Concurrency: Summations of Secure Coding in C and C++
Table of Contents
Introduction⌗
Continuing summarizing the themes in “Secure Coding in C and C++” by Robert C. Seacord, we will discuss concurrency. When code runs at the same time needing access to the same resources lots of issues can occur. These can be from the annoying of getting the incorrect data, halting deadlocks, to vulnerabilities.
The tl;dr; use mutex’s. There are a lot of methods for controlling concurrency, but many use mutex’s in the background anyway. A mutex is the closest thing to guaranteed sequential access, without risking deadlocks.
Importance⌗
To quote Robert C. Seacord, “There is increasing evidence that the era of steadily improving single CPU performance is over. … Consequently, single-threaded applications performance has largely stalled as additional cores provide little to no advantage for such applications”

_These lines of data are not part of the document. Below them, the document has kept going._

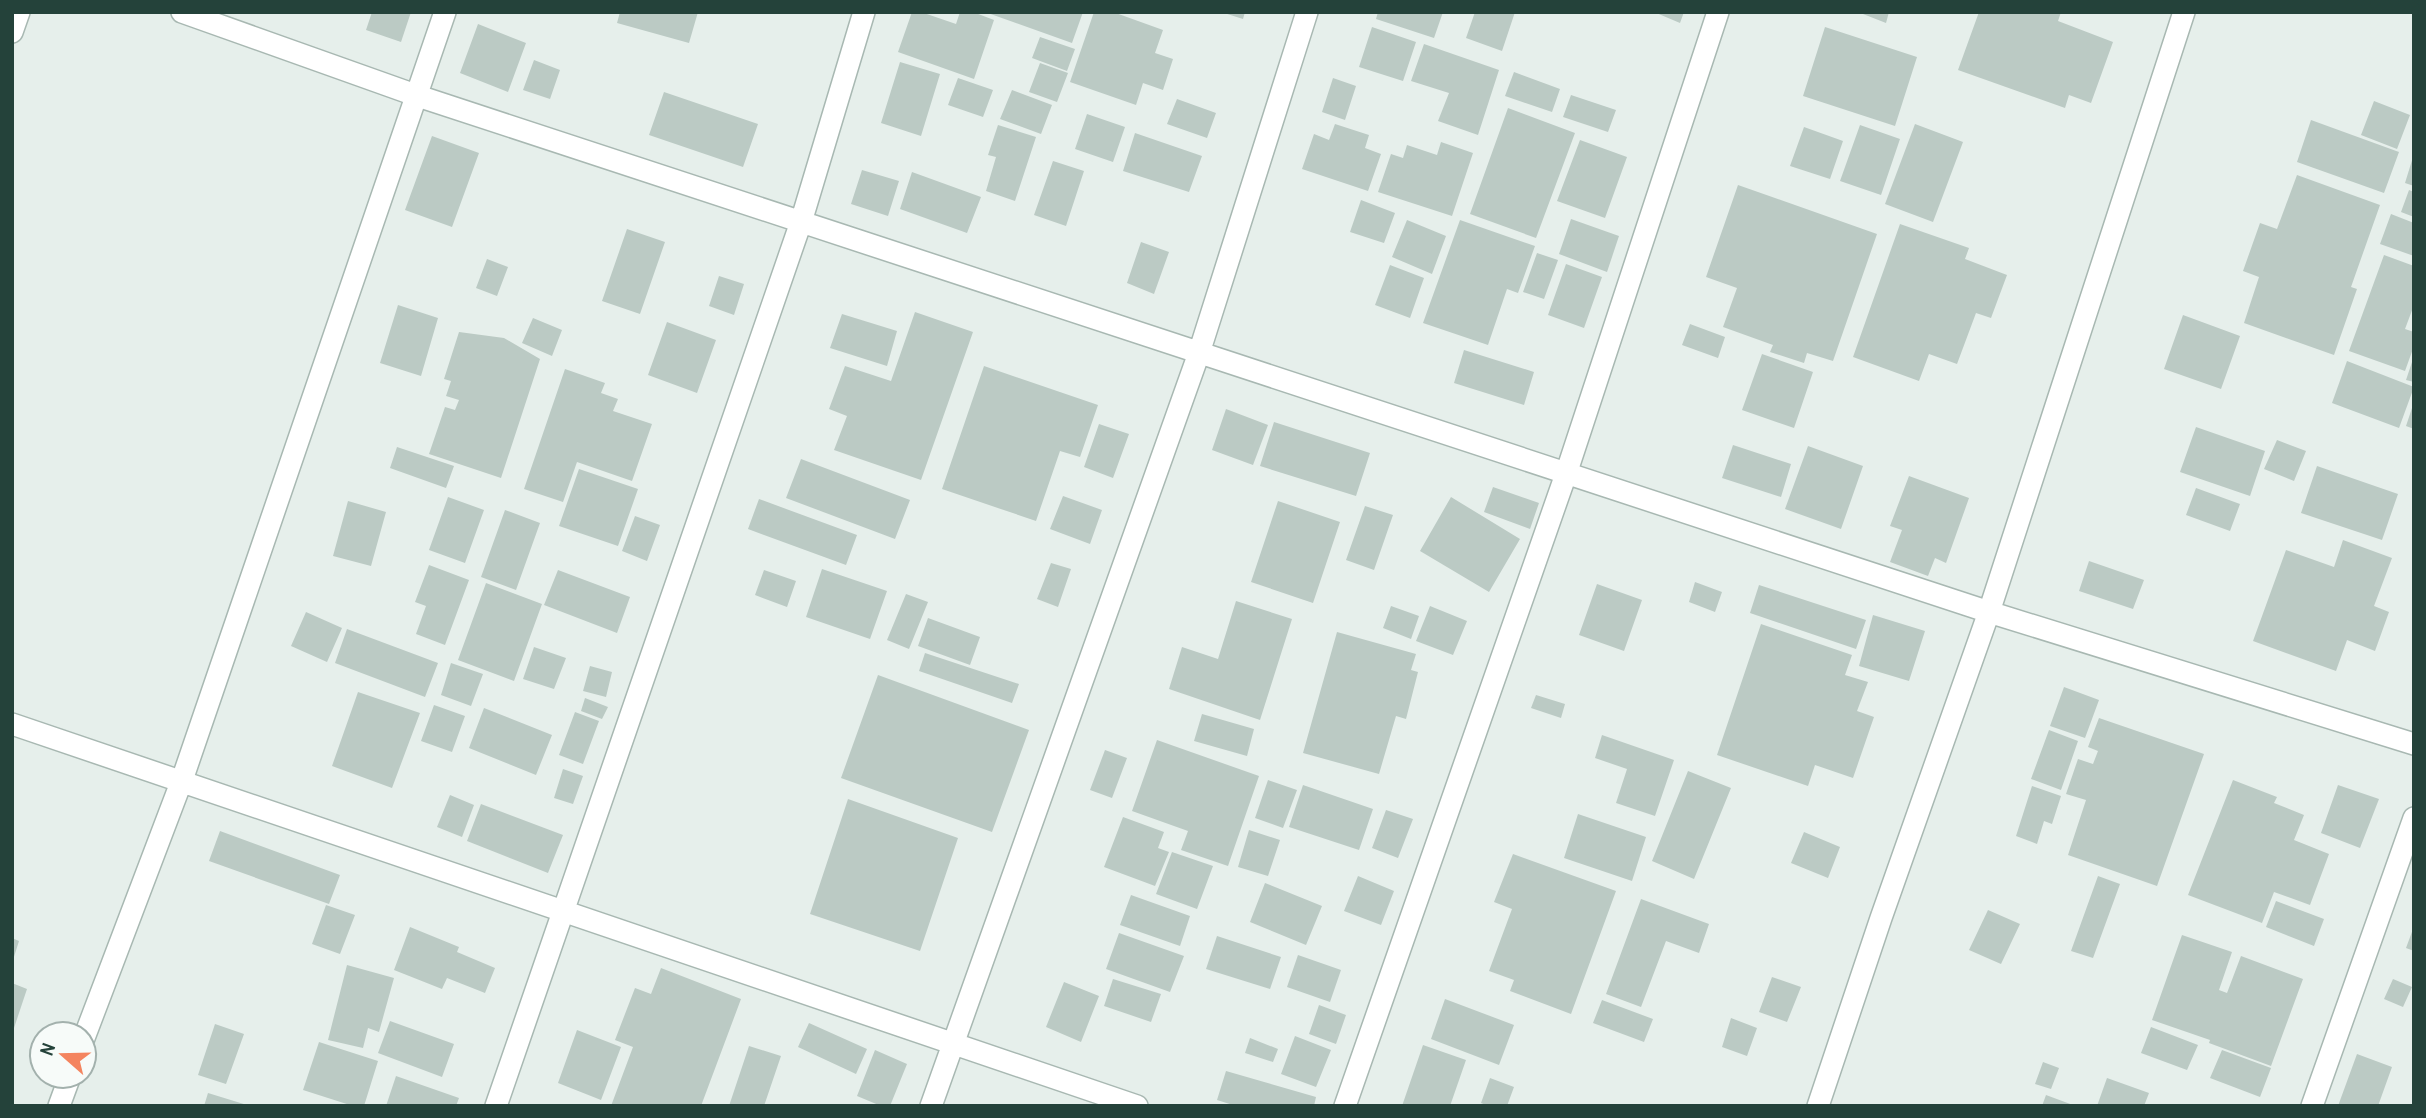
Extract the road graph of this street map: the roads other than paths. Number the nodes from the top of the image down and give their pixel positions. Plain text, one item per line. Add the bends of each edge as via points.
1 (19, 12) edge
2 (182, 12) edge
3 (445, 12) edge
4 (864, 12) edge
5 (1307, 12) edge
6 (1718, 12) edge
7 (2184, 12) edge
8 (12, 32) edge
9 (418, 96) junction
10 (801, 222) junction
11 (1199, 353) junction
12 (1566, 474) junction
13 (1989, 612) junction
14 (12, 724) edge
15 (2414, 744) edge
16 (182, 780) junction
17 (2414, 818) edge
18 (562, 909) junction
19 (91, 1020) edge
20 (955, 1044) junction
21 (496, 1106) edge
22 (931, 1106) edge
23 (1137, 1106) edge
24 (1345, 1106) edge
25 (1818, 1106) edge
26 (2312, 1106) edge

1 - 8 street
2 - 9 street
3 - 9 street
4 - 10 street
5 - 11 street
6 - 12 street
7 - 13 street
9 - 10 street
9 - 16 street
10 - 11 street
10 - 18 street
11 - 12 street
11 - 20 street
12 - 13 street
12 - 24 street
13 - 15 street
13 - 25 street
14 - 16 street
16 - 18 street
16 - 19 street
17 - 26 street
18 - 20 street
18 - 21 street
20 - 22 street
20 - 23 street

In other words, the only real way to improve performance is through multi-threaded/multi-process applications, thus being able to handle concurrence is very important.
The Big Issue⌗
Race Conditions! That’s the big issue, when two or more threads or processes attempt to access the same memory or files. The issue comes in when; two writes happen concurrently, reads occur before writes, reads occur during writes. This can lead to incorrect values being read, incorrect values being set, or corrupted memory. These types of flaws, and insufficient fixes can cause vulnerabilities in the programs as well.
How Do We Keep Memory Access Sane⌗
So what is the fix. There are several possible ways to keep things in sync, but the number one way that will “always” work is a mutex. In fact most of the other “solutions” are just an abstracted mutex. We will go briefly over a couple solutions: global variables, mutex, and atomic operations.
Shared/Global Variables⌗
A simple solution, that is NOT robust is simply having a shared “lock” variable. A variable, we’ll call int lock, which is a 1 when locked and 0 when unlocked, is accessible between threads. When a thread wants to access a memory location it simply checks that the variable is in the unlocked state, 0, locks it by setting it to 1, then accessing the memory location. At the end of it’s access, it simply sets the variable back to 0 to “unlock” the memory location.
Simple, but not robust. It suffers from three main flaws that a mutex solves. The first is a second thread could lock the memory location after the first thread checks that it’s unlocked. Thread 1 t1 checks the value of lock and sees that it’s 0, thread 2 t2 then locks lock. Both t1 and t2 think they both hold the lock and both access the memory at the same time.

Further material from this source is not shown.